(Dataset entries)
----------------

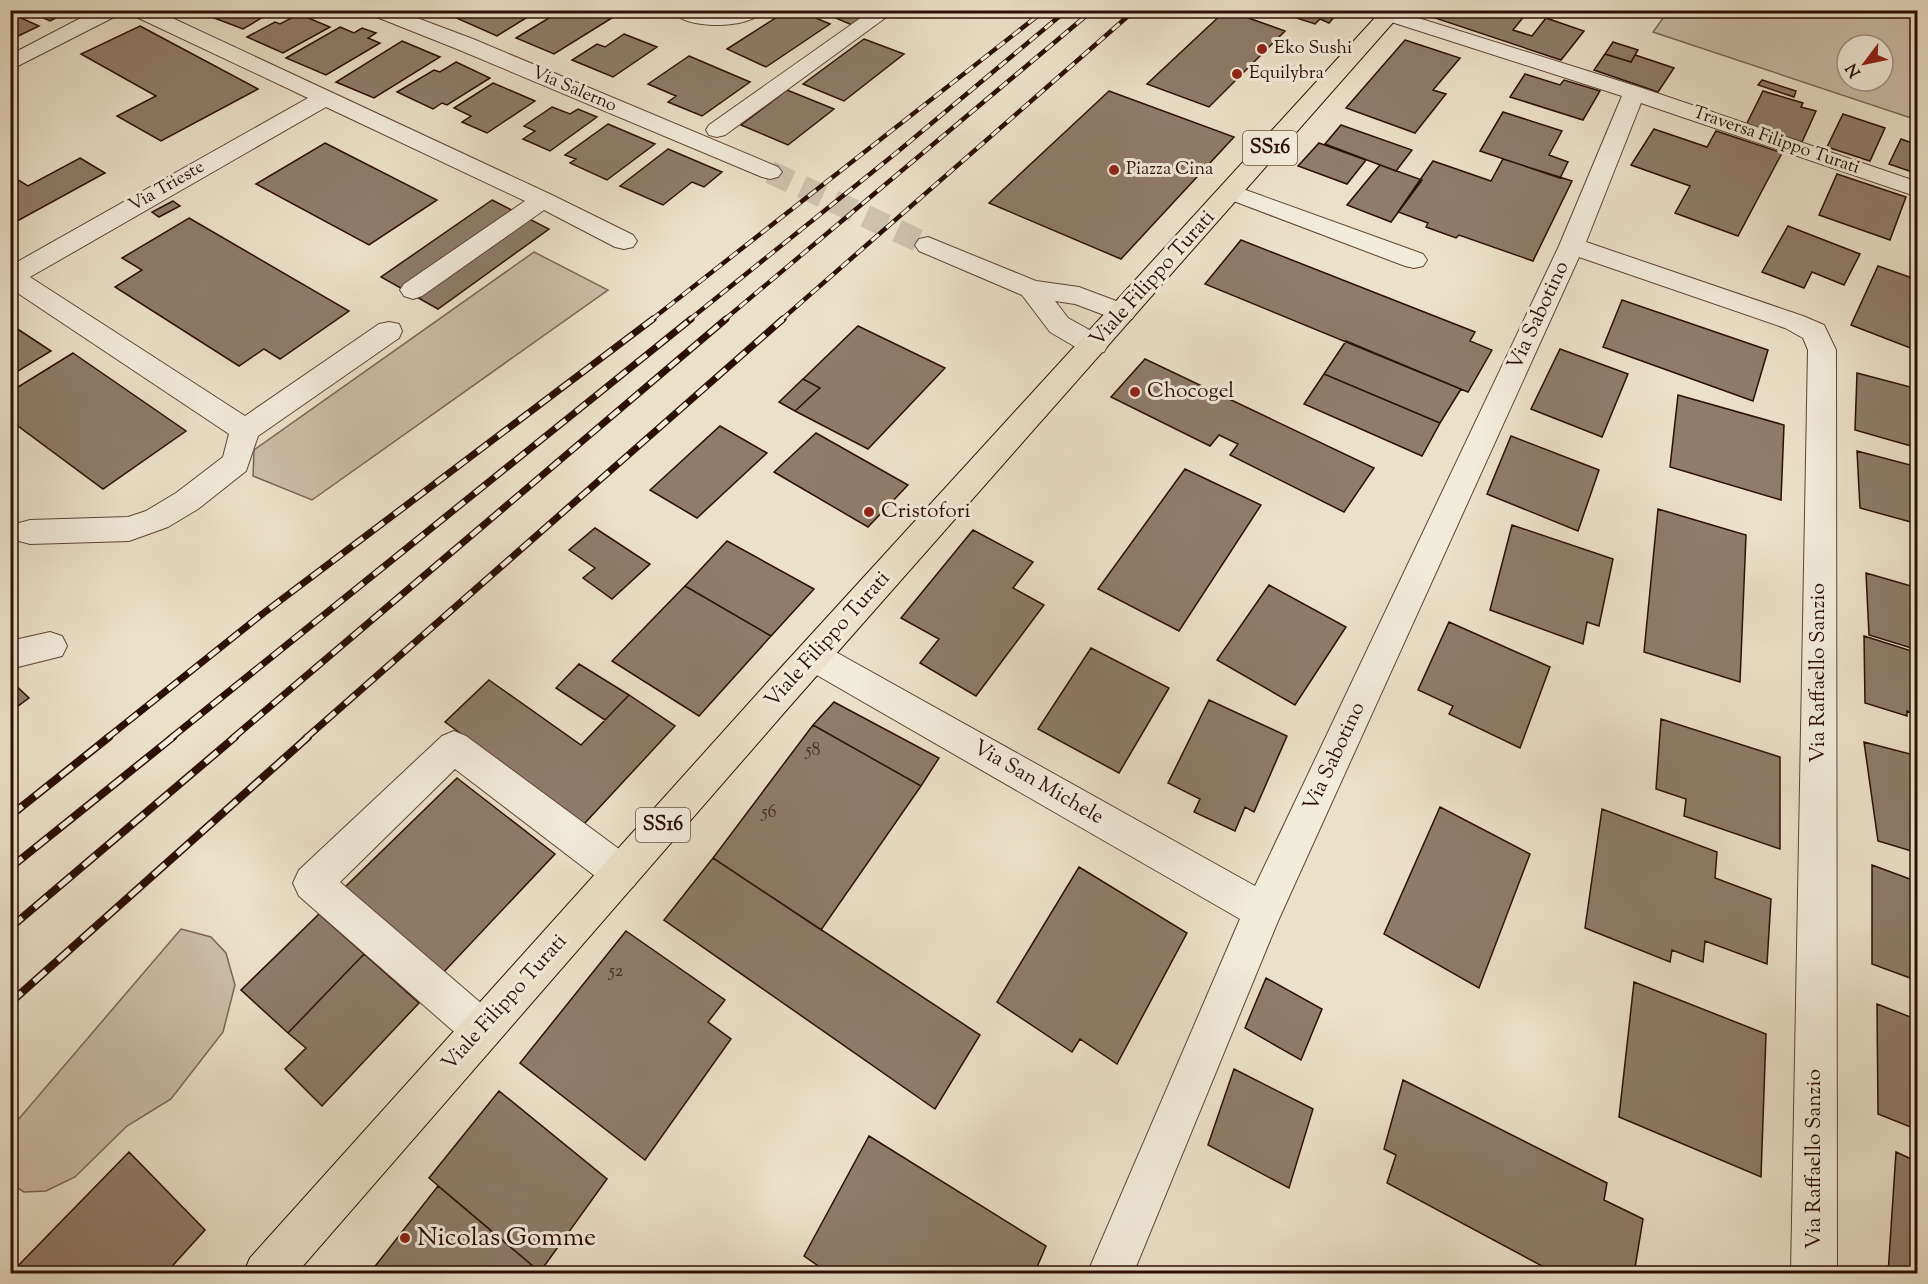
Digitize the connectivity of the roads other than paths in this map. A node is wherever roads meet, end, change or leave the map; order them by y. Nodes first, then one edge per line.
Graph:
1 (113, 10) edge
2 (137, 10) edge
3 (376, 10) edge
4 (680, 10) edge
5 (754, 10) edge
6 (885, 12) edge
7 (1392, 13) edge
8 (10, 64) edge
9 (1634, 93) junction
10 (325, 98) junction
11 (717, 130) dead end
12 (770, 172) tunnel mouth
13 (1917, 190) edge
14 (1232, 192) junction
15 (543, 200) junction
16 (624, 241) dead end
17 (928, 245) tunnel mouth
18 (1572, 246) junction
19 (1414, 260) dead end
20 (11, 277) edge
21 (1031, 289) junction
22 (413, 290) dead end
23 (1123, 313) junction
24 (389, 331) dead end
25 (1094, 345) junction
26 (245, 430) junction
27 (30, 532) dead end
28 (50, 646) dead end
29 (10, 655) edge
30 (813, 656) junction
31 (621, 873) junction
32 (1263, 911) junction
33 (482, 1030) junction
34 (266, 1274) edge
35 (1110, 1274) edge
36 (1814, 1274) edge

1 - 8 street
2 - 10 street
3 - 12 street, Via Salerno
4 - 5 street
6 - 11 street
7 - 9 street, Traversa Filippo Turati
7 - 14 main road, Viale Filippo Turati / SS16
9 - 13 street, Traversa Filippo Turati
9 - 18 street
10 - 15 street
10 - 20 street, Via Trieste
14 - 19 street
14 - 23 main road, Viale Filippo Turati / SS16
15 - 16 street
15 - 22 street
17 - 21 street
18 - 32 street, Via Sabotino
18 - 36 street, Via Raffaello Sanzio
20 - 26 street, Via Trieste
21 - 23 street
21 - 25 street
23 - 25 main road, Viale Filippo Turati / SS16
24 - 26 street
25 - 30 main road, Viale Filippo Turati / SS16
26 - 27 street
28 - 29 street
30 - 31 main road, Viale Filippo Turati / SS16
30 - 32 street, Via San Michele
31 - 33 main road, Viale Filippo Turati / SS16
31 - 33 street
32 - 35 street, Via Sabotino
33 - 34 main road, Viale Filippo Turati / SS16

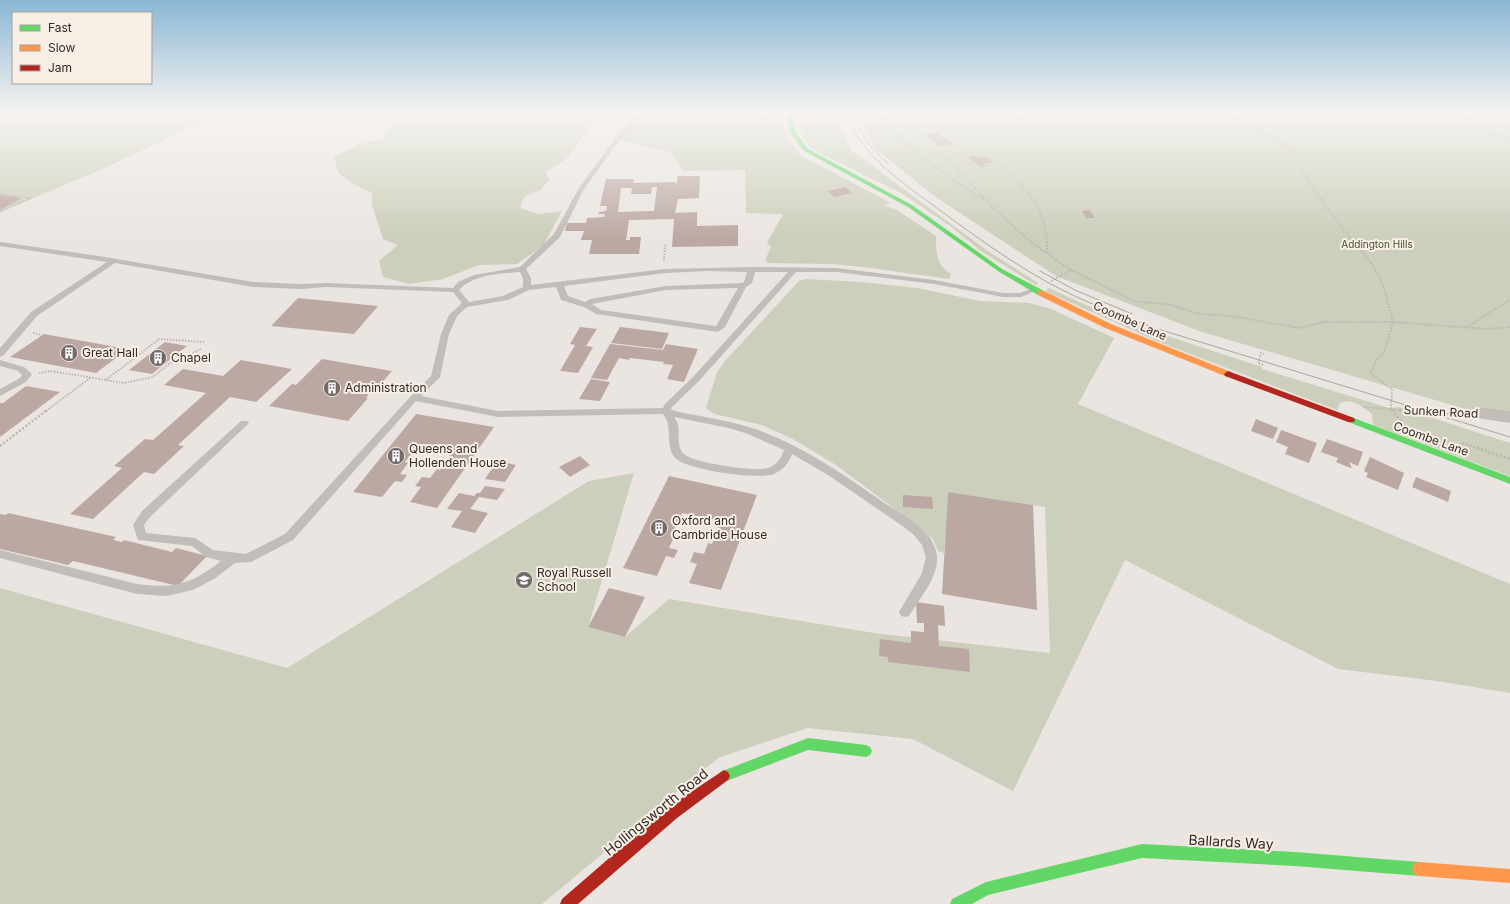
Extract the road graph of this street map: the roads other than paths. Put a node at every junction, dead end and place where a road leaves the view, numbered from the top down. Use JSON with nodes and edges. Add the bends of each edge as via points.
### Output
{"nodes":[{"id":1,"x":607,"y":153,"type":"edge"},
{"id":2,"x":812,"y":153,"type":"edge"},
{"id":3,"x":0,"y":244,"type":"edge"},
{"id":4,"x":113,"y":261,"type":"junction"},
{"id":5,"x":752,"y":269,"type":"junction"},
{"id":6,"x":522,"y":270,"type":"junction"},
{"id":7,"x":794,"y":270,"type":"junction"},
{"id":8,"x":559,"y":283,"type":"junction"},
{"id":9,"x":743,"y":286,"type":"junction"},
{"id":10,"x":527,"y":288,"type":"junction"},
{"id":11,"x":455,"y":290,"type":"junction"},
{"id":12,"x":1034,"y":290,"type":"junction"},
{"id":13,"x":465,"y":305,"type":"junction"},
{"id":14,"x":587,"y":305,"type":"junction"},
{"id":15,"x":0,"y":354,"type":"edge"},
{"id":16,"x":0,"y":364,"type":"edge"},
{"id":17,"x":0,"y":393,"type":"edge"},
{"id":18,"x":414,"y":398,"type":"junction"},
{"id":19,"x":666,"y":411,"type":"junction"},
{"id":20,"x":1484,"y":414,"type":"road end"},
{"id":21,"x":1510,"y":417,"type":"edge"},
{"id":22,"x":244,"y":423,"type":"dead end"},
{"id":23,"x":789,"y":449,"type":"junction"},
{"id":24,"x":1510,"y":481,"type":"edge"},
{"id":25,"x":0,"y":554,"type":"edge"},
{"id":26,"x":233,"y":558,"type":"junction"},
{"id":27,"x":904,"y":612,"type":"dead end"},
{"id":28,"x":866,"y":752,"type":"dead end"},
{"id":29,"x":1510,"y":876,"type":"edge"},
{"id":30,"x":567,"y":904,"type":"edge"},
{"id":31,"x":957,"y":904,"type":"edge"}],
"edges":[{"from":1,"to":6,"type":"lane","via":[[581,189],[557,235]]},
{"from":2,"to":12,"type":"main road","name":"Coombe Lane","via":[[910,206],[1000,270]]},
{"from":3,"to":4,"type":"lane"},
{"from":4,"to":11,"type":"lane","via":[[269,285]]},
{"from":4,"to":15,"type":"lane","via":[[34,314]]},
{"from":5,"to":7,"type":"lane"},
{"from":5,"to":8,"type":"lane","via":[[665,271]]},
{"from":5,"to":9,"type":"lane","via":[[748,283]]},
{"from":6,"to":10,"type":"lane","via":[[527,278]]},
{"from":6,"to":11,"type":"lane","via":[[482,275],[458,286]]},
{"from":7,"to":12,"type":"lane","via":[[867,272],[1003,295],[1021,296]]},
{"from":7,"to":19,"type":"lane"},
{"from":8,"to":10,"type":"lane"},
{"from":8,"to":14,"type":"lane","via":[[564,298]]},
{"from":9,"to":14,"type":"lane","via":[[666,288],[590,301]]},
{"from":9,"to":14,"type":"lane","via":[[718,329],[599,312]]},
{"from":10,"to":13,"type":"lane","via":[[495,300]]},
{"from":11,"to":13,"type":"lane"},
{"from":12,"to":24,"type":"main road","name":"Coombe Lane","via":[[1108,326],[1182,356]]},
{"from":13,"to":18,"type":"lane","via":[[453,315],[445,334],[435,377]]},
{"from":16,"to":17,"type":"lane","via":[[21,369],[26,374],[23,380]]},
{"from":18,"to":19,"type":"lane","via":[[498,414]]},
{"from":18,"to":26,"type":"lane","via":[[289,537],[247,559]]},
{"from":19,"to":23,"type":"lane","via":[[732,425]]},
{"from":19,"to":23,"type":"lane","via":[[673,424],[676,451],[684,460],[761,473],[771,471],[786,460]]},
{"from":20,"to":21,"type":"street","name":"Sunken Road"},
{"from":22,"to":26,"type":"lane","via":[[146,514],[138,525],[142,537],[195,542],[210,554]]},
{"from":23,"to":27,"type":"lane","via":[[831,470],[917,531],[931,550],[930,570]]},
{"from":25,"to":26,"type":"lane","via":[[158,593],[179,591],[196,585]]},
{"from":28,"to":30,"type":"main road","name":"Hollingsworth Road","via":[[808,744],[723,776],[672,813]]},
{"from":29,"to":31,"type":"main road","name":"Ballards Way","via":[[1295,859],[1142,852],[986,889]]}]}
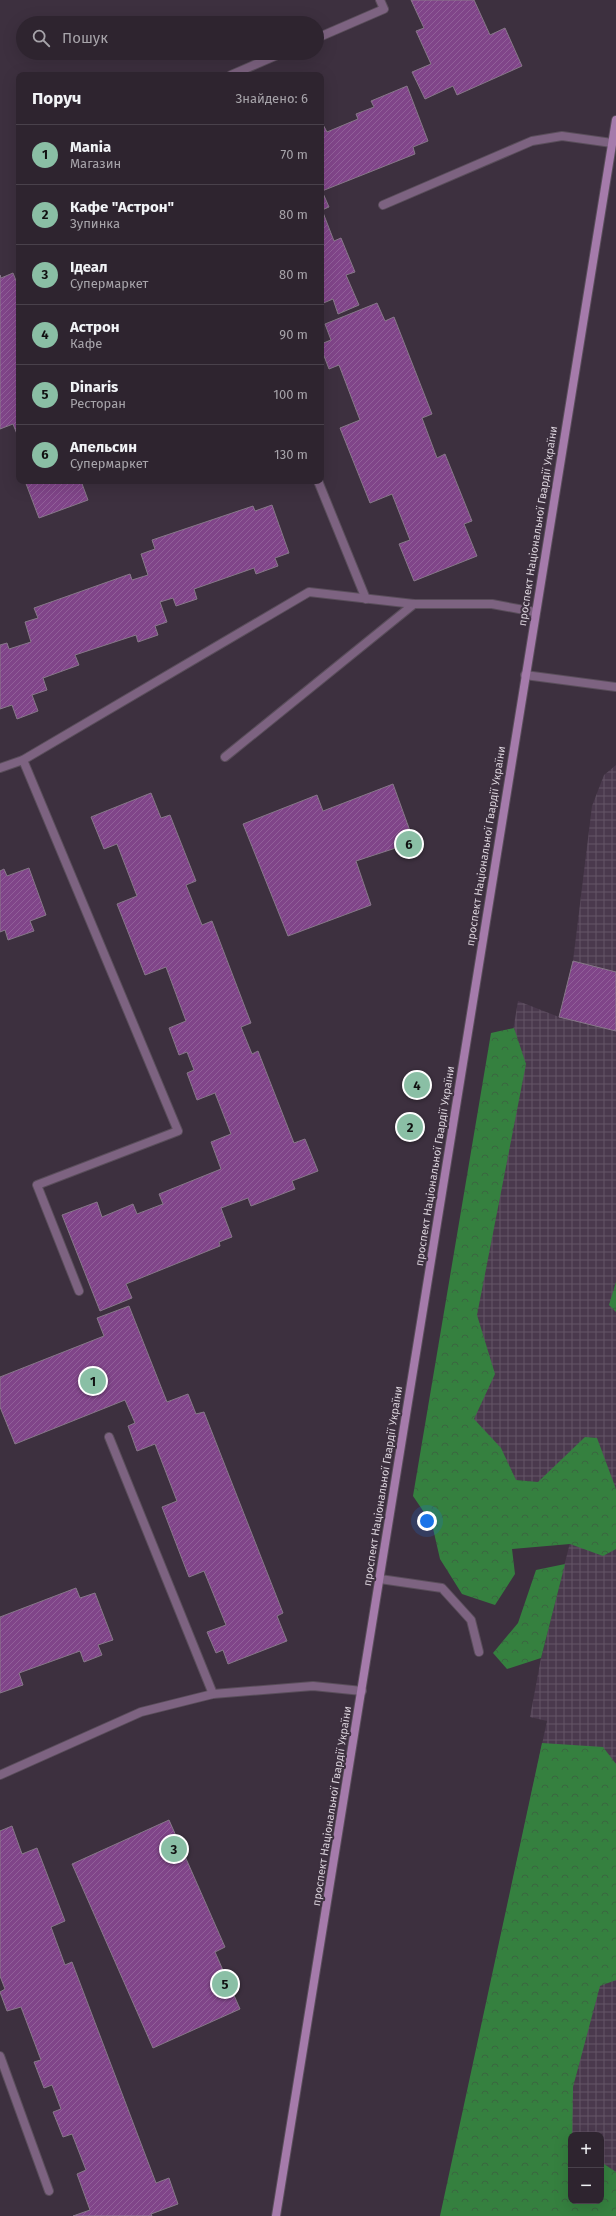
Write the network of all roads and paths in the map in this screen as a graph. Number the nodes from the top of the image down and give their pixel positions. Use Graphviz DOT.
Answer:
graph roads {
  1 [pos="380,0"];
  2 [pos="324,35"];
  3 [pos="266,60"];
  4 [pos="238,72"];
  5 [pos="616,120"];
  6 [pos="612,143"];
  7 [pos="383,205"];
  8 [pos="319,484"];
  9 [pos="366,599"];
  10 [pos="414,604"];
  11 [pos="535,612"];
  12 [pos="525,676"];
  13 [pos="616,687"];
  14 [pos="225,757"];
  15 [pos="23,760"];
  16 [pos="0,768"];
  17 [pos="79,1291"];
  18 [pos="109,1437"];
  19 [pos="380,1579"];
  20 [pos="479,1652"];
  21 [pos="362,1691"];
  22 [pos="213,1694"];
  23 [pos="0,1775"];
  24 [pos="0,2056"];
  25 [pos="49,2191"];
  26 [pos="276,2216"];
  1 -- 2 [label="street"];
  3 -- 4 [label="street"];
  5 -- 6 [label="street, проспект Національної Гвардії України"];
  6 -- 7 [label="street"];
  6 -- 11 [label="street, проспект Національної Гвардії України"];
  8 -- 9 [label="street"];
  9 -- 10 [label="street"];
  9 -- 15 [label="street"];
  10 -- 11 [label="street"];
  10 -- 14 [label="street"];
  11 -- 12 [label="street, проспект Національної Гвардії України"];
  12 -- 13 [label="street"];
  12 -- 19 [label="street, проспект Національної Гвардії України"];
  15 -- 16 [label="street"];
  15 -- 17 [label="street"];
  18 -- 22 [label="street"];
  19 -- 20 [label="street"];
  19 -- 21 [label="street, проспект Національної Гвардії України"];
  21 -- 22 [label="street"];
  21 -- 26 [label="street, проспект Національної Гвардії України"];
  22 -- 23 [label="street"];
  24 -- 25 [label="street"];
}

----------------

# TASK ITEM:
Wherever the string "Traversa" appears in the entries, copy that line.

# RESULT BELOW:
7 - 9 street, Traversa Filippo Turati
9 - 13 street, Traversa Filippo Turati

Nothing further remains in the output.